Let an artificial signal pair p,q. Then

\begin{align*} \frac{d}{dt} \begin{pmatrix} \Delta z \\ \dot{z} \\ \Delta i \end{pmatrix} &= \begin{pmatrix} 0 & 1& 0 \\ 0 &0 &0 \\ 0&0& - \frac{r}{l} \end{pmatrix} \begin{pmatrix} \Delta z \\ \dot{z} \\ \Delta i \end{pmatrix} &+\begin{pmatrix} 0 \\ 1 \\ 0 \end{pmatrix}q &+ \begin{pmatrix} 0 \\ 0 \\ \frac{1}{l} \end{pmatrix} \Delta v\\ p &= \begin{pmatrix}\sqrt{g} & 0 &-y\end{pmatrix}\begin{pmatrix} \Delta z \\ \dot{z} \\ \Delta i \end{pmatrix} &+0q &+ 0 \Delta v\\ q &= f(i,z)p \end{align*}

Now I have an LTI system with an additional output p and an additional input q which they are related via the uncertainty/nonlinearity that you want to isolate then the rest is small gain condition together with the size of your uncertainty/nonlinearity. Hope you get the idea

14. Jul 17, 2009

azizz

what you say is true. and i certainly can use that representation to continue, but it is still unknown what the factor f(i,z) exactly is representing. in the example they clearly write $$f(i,z) = \delta(t)$$ and use $$f(i0,z0) = \delta0(t)$$ as nominal value to denote the system z=Gu. they first search a Hinfinity controller for the nominal value and then check stability for the range in which $$\delta(t)$$ is defined (50% deviation from its nominal value).

if i want to do the Hinfinity synthesis i need to describe the system with numerical values, but i dont know what value to use for $$f(i0,z0) = \delta0(t)$$, as my calculation says it is infinity.

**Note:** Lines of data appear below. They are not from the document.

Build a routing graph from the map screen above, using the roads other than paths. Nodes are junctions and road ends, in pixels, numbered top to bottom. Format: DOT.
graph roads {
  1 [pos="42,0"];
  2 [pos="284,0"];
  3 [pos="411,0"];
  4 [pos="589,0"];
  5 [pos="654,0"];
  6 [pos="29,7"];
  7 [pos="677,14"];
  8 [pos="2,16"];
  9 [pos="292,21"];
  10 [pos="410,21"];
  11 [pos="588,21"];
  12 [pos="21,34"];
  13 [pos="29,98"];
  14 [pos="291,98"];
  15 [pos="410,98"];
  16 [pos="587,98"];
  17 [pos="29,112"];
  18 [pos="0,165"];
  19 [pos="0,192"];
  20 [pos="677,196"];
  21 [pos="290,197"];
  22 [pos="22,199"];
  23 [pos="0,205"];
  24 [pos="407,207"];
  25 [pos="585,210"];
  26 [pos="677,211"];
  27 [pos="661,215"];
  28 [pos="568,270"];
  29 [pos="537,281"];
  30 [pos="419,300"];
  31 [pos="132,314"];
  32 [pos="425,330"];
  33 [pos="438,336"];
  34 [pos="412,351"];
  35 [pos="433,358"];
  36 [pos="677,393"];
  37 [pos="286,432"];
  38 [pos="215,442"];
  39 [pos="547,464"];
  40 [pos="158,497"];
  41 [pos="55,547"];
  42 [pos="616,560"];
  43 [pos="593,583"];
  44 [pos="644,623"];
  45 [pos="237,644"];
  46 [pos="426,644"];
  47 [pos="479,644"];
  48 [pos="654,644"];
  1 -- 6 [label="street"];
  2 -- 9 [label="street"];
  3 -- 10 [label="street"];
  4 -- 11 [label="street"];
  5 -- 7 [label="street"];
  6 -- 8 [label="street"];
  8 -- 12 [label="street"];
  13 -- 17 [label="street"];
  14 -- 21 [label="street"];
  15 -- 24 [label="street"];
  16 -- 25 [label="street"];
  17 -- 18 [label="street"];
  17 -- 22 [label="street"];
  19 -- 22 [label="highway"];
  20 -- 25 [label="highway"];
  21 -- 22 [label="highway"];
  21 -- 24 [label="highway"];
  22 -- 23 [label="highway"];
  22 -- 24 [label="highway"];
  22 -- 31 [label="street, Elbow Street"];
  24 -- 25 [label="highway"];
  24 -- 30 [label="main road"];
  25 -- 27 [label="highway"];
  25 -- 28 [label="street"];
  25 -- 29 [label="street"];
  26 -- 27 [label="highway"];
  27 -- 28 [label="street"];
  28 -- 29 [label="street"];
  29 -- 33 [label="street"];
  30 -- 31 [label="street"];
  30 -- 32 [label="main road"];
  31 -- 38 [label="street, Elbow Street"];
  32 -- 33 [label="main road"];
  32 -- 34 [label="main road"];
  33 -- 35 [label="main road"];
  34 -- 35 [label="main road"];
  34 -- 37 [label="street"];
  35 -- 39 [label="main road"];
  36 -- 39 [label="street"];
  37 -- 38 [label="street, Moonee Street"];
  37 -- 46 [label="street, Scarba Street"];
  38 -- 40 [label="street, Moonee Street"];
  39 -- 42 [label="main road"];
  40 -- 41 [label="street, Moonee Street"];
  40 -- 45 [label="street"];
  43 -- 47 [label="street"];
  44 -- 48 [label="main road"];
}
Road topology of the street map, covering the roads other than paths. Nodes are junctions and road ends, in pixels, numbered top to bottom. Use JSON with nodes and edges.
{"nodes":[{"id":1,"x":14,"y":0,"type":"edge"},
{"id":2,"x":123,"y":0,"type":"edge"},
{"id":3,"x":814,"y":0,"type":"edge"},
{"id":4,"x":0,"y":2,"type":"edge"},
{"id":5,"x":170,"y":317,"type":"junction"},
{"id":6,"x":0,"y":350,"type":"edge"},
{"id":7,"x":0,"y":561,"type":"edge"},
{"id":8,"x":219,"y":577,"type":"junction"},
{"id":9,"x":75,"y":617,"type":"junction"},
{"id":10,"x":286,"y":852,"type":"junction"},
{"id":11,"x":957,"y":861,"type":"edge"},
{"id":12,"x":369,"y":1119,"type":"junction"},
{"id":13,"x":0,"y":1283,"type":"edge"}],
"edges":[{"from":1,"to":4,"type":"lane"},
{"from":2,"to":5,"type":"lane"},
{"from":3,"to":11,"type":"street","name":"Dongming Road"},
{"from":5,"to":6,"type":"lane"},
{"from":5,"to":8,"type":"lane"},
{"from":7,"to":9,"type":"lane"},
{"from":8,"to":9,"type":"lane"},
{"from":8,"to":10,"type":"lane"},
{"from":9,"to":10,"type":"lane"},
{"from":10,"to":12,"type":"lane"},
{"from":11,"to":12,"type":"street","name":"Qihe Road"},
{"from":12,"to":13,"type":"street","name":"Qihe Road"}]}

i've read something about this problem, and it seems that there exists a certain trajectory in the z/i plane for which $$f(i0,z0) = \delta0(t)$$ does exist. so ive tried to rewrite the system with the given equations such that the $$\Delta z$$ term in the denumerator drops out, without success so far.

15. Jul 17, 2009

trambolin

But it should not be like this in the first place anyhow. From your first equation in your first post, maybe you should find the limit at the singularity to see if it is removable or not.

16. Jul 17, 2009

azizz

well thanks a lot for your help. i will try to solve it with the information youve posted :)

17. Jul 21, 2009

azizz

I might have found something useful: a book in which they use the same problem as an exercise.

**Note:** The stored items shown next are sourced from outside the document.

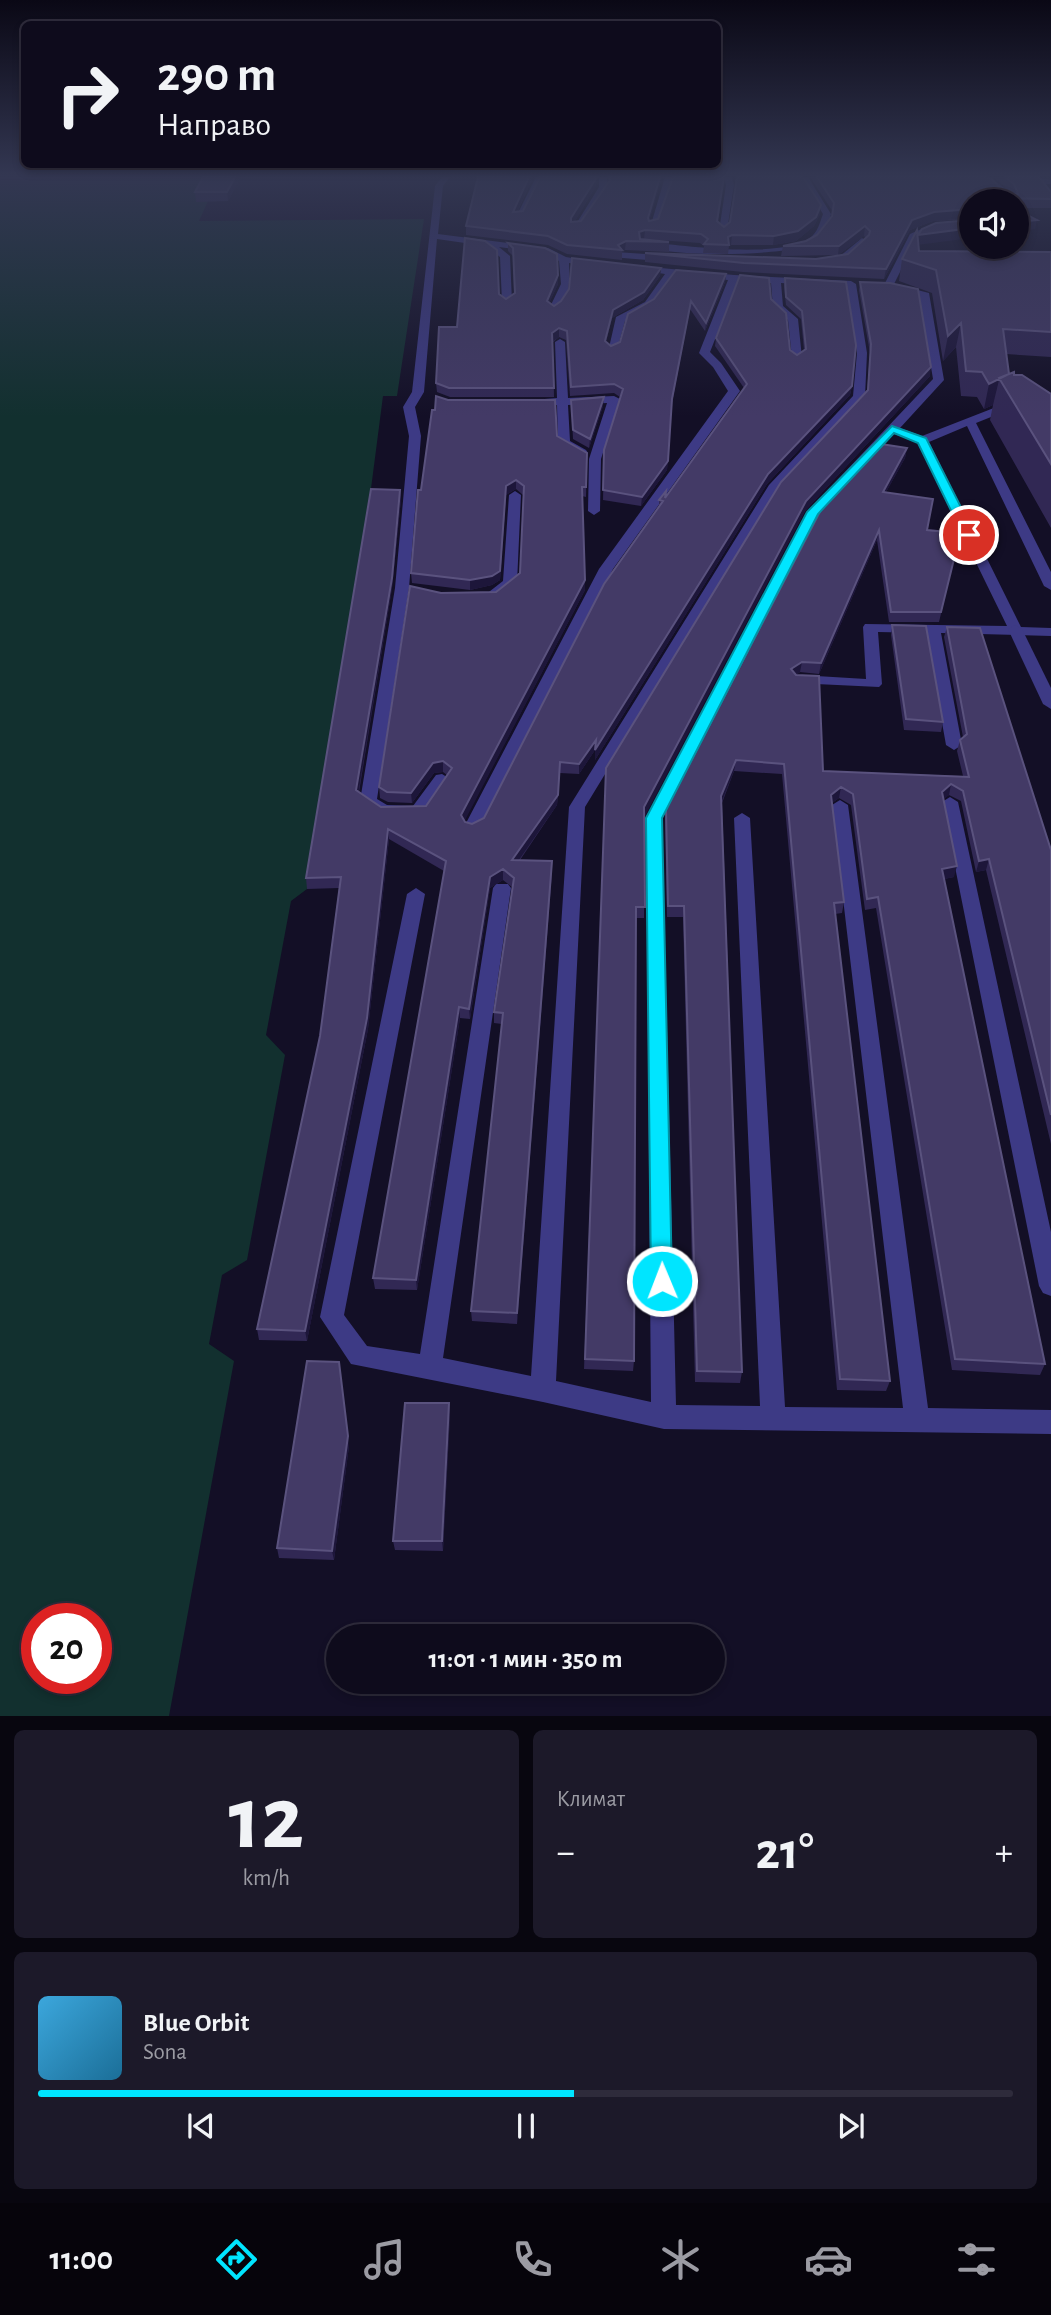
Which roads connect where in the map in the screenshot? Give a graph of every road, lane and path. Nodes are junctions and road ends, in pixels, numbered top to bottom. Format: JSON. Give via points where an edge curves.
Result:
{"nodes":[{"id":1,"x":432,"y":257,"type":"edge"},
{"id":2,"x":505,"y":257,"type":"edge"},
{"id":3,"x":556,"y":257,"type":"edge"},
{"id":4,"x":568,"y":257,"type":"edge"},
{"id":5,"x":845,"y":257,"type":"edge"},
{"id":6,"x":903,"y":257,"type":"edge"},
{"id":7,"x":697,"y":260,"type":"edge"},
{"id":8,"x":752,"y":262,"type":"edge"},
{"id":9,"x":815,"y":262,"type":"edge"},
{"id":10,"x":670,"y":266,"type":"junction"},
{"id":11,"x":734,"y":278,"type":"junction"},
{"id":12,"x":776,"y":281,"type":"junction"},
{"id":13,"x":876,"y":285,"type":"edge"},
{"id":14,"x":889,"y":285,"type":"junction"},
{"id":15,"x":507,"y":302,"type":"edge"},
{"id":16,"x":554,"y":309,"type":"edge"},
{"id":17,"x":559,"y":342,"type":"dead end"},
{"id":18,"x":612,"y":350,"type":"edge"},
{"id":19,"x":797,"y":358,"type":"edge"},
{"id":20,"x":1051,"y":399,"type":"edge"},
{"id":21,"x":513,"y":403,"type":"edge"},
{"id":22,"x":564,"y":403,"type":"junction"},
{"id":23,"x":971,"y":423,"type":"junction"},
{"id":24,"x":892,"y":429,"type":"junction"},
{"id":25,"x":922,"y":440,"type":"junction"},
{"id":26,"x":595,"y":459,"type":"junction"},
{"id":27,"x":515,"y":495,"type":"dead end"},
{"id":28,"x":594,"y":511,"type":"dead end"},
{"id":29,"x":1051,"y":586,"type":"edge"},
{"id":30,"x":482,"y":595,"type":"edge"},
{"id":31,"x":1015,"y":629,"type":"junction"},
{"id":32,"x":933,"y":630,"type":"junction"},
{"id":33,"x":1051,"y":632,"type":"edge"},
{"id":34,"x":800,"y":680,"type":"edge"},
{"id":35,"x":1051,"y":704,"type":"edge"},
{"id":36,"x":954,"y":745,"type":"dead end"},
{"id":37,"x":442,"y":779,"type":"edge"},
{"id":38,"x":950,"y":802,"type":"dead end"},
{"id":39,"x":840,"y":805,"type":"dead end"},
{"id":40,"x":742,"y":818,"type":"dead end"},
{"id":41,"x":473,"y":827,"type":"edge"},
{"id":42,"x":502,"y":888,"type":"dead end"},
{"id":43,"x":416,"y":894,"type":"dead end"},
{"id":44,"x":1051,"y":1286,"type":"edge"},
{"id":45,"x":430,"y":1367,"type":"junction"},
{"id":46,"x":542,"y":1390,"type":"junction"},
{"id":47,"x":664,"y":1417,"type":"junction"},
{"id":48,"x":772,"y":1419,"type":"junction"},
{"id":49,"x":917,"y":1421,"type":"junction"},
{"id":50,"x":1051,"y":1422,"type":"edge"}],
"edges":[{"from":1,"to":37,"type":"street","via":[[423,394],[409,407],[415,436],[409,590],[368,800],[383,810],[418,811]]},
{"from":2,"to":15,"type":"street"},
{"from":3,"to":16,"type":"street","via":[[566,284]]},
{"from":4,"to":10,"type":"street"},
{"from":5,"to":9,"type":"street"},
{"from":6,"to":14,"type":"street"},
{"from":7,"to":8,"type":"street"},
{"from":10,"to":11,"type":"street"},
{"from":10,"to":18,"type":"street","via":[[648,304],[620,319]]},
{"from":11,"to":12,"type":"street"},
{"from":11,"to":41,"type":"street","via":[[704,353],[734,391],[606,569]]},
{"from":12,"to":19,"type":"street","via":[[778,307],[793,319]]},
{"from":12,"to":46,"type":"street","via":[[857,284],[862,353],[859,397],[773,488],[576,807]]},
{"from":13,"to":14,"type":"street"},
{"from":14,"to":24,"type":"street","via":[[924,293],[939,380]]},
{"from":17,"to":22,"type":"street"},
{"from":20,"to":23,"type":"street"},
{"from":21,"to":22,"type":"street"},
{"from":22,"to":26,"type":"street","via":[[565,443]]},
{"from":22,"to":26,"type":"street","via":[[614,399]]},
{"from":23,"to":25,"type":"street"},
{"from":23,"to":29,"type":"street"},
{"from":24,"to":25,"type":"street"},
{"from":24,"to":47,"type":"street","via":[[813,512],[654,818]]},
{"from":25,"to":31,"type":"street"},
{"from":26,"to":28,"type":"street"},
{"from":27,"to":30,"type":"street","via":[[510,583],[496,595]]},
{"from":31,"to":32,"type":"street"},
{"from":31,"to":33,"type":"street"},
{"from":31,"to":35,"type":"street"},
{"from":32,"to":34,"type":"street","via":[[870,627],[874,684]]},
{"from":32,"to":36,"type":"street"},
{"from":38,"to":44,"type":"street"},
{"from":39,"to":49,"type":"street"},
{"from":40,"to":48,"type":"street"},
{"from":42,"to":45,"type":"street"},
{"from":43,"to":45,"type":"street","via":[[331,1317],[359,1356]]},
{"from":45,"to":46,"type":"street"},
{"from":46,"to":47,"type":"street"},
{"from":47,"to":48,"type":"street"},
{"from":48,"to":49,"type":"street"},
{"from":49,"to":50,"type":"street"}]}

Perhaps this helps a bit, since I still have not been able to solve the problem, or even get any closer to the solutions.

Last edited by a moderator: May 4, 2017
18. Jul 22, 2009

trambolin

Let's go piece by piece.

First of all, did you plug in the value v_0 = 2 and obtained a positive z_0? It is like a spring mass system nominally. You plug in some voltage and it stays at some position close enough...

Then we get a nominal operating point which in case of zero uncertainty + zero disturbance it will float in air...

19. Jul 22, 2009

azizz

ok so first part a: we search for the nominal value (or equilibrium) for v0=2. in equilibrium we know that all derivates are equal to zero (no change in position, current or voltage), so what we get is

$$v_0 = 2$$

such that

$$L \frac{d}{dt} i_0 + R i_0 = v_0 \Longrightarrow R i_0 = v_0 \Longrightarrow i_0 = \frac{v_0}{R} = 1$$

such that

$$M \frac{d^2}{dt^2} z_0 = Mg - k\frac{i_0^2}{z_0^2} \Longrightarrow 0=Mg - k \frac{1}{z_0^2} \Longrightarrow z_0 = \pm \sqrt{\frac{k}{Mg}} i_0$$

(but ofcourse we only consider the positive solution for z0)

Then we can proceed with part b. This is where my problem occurs. I can give the solution i first found, but perhaps this only works misleading?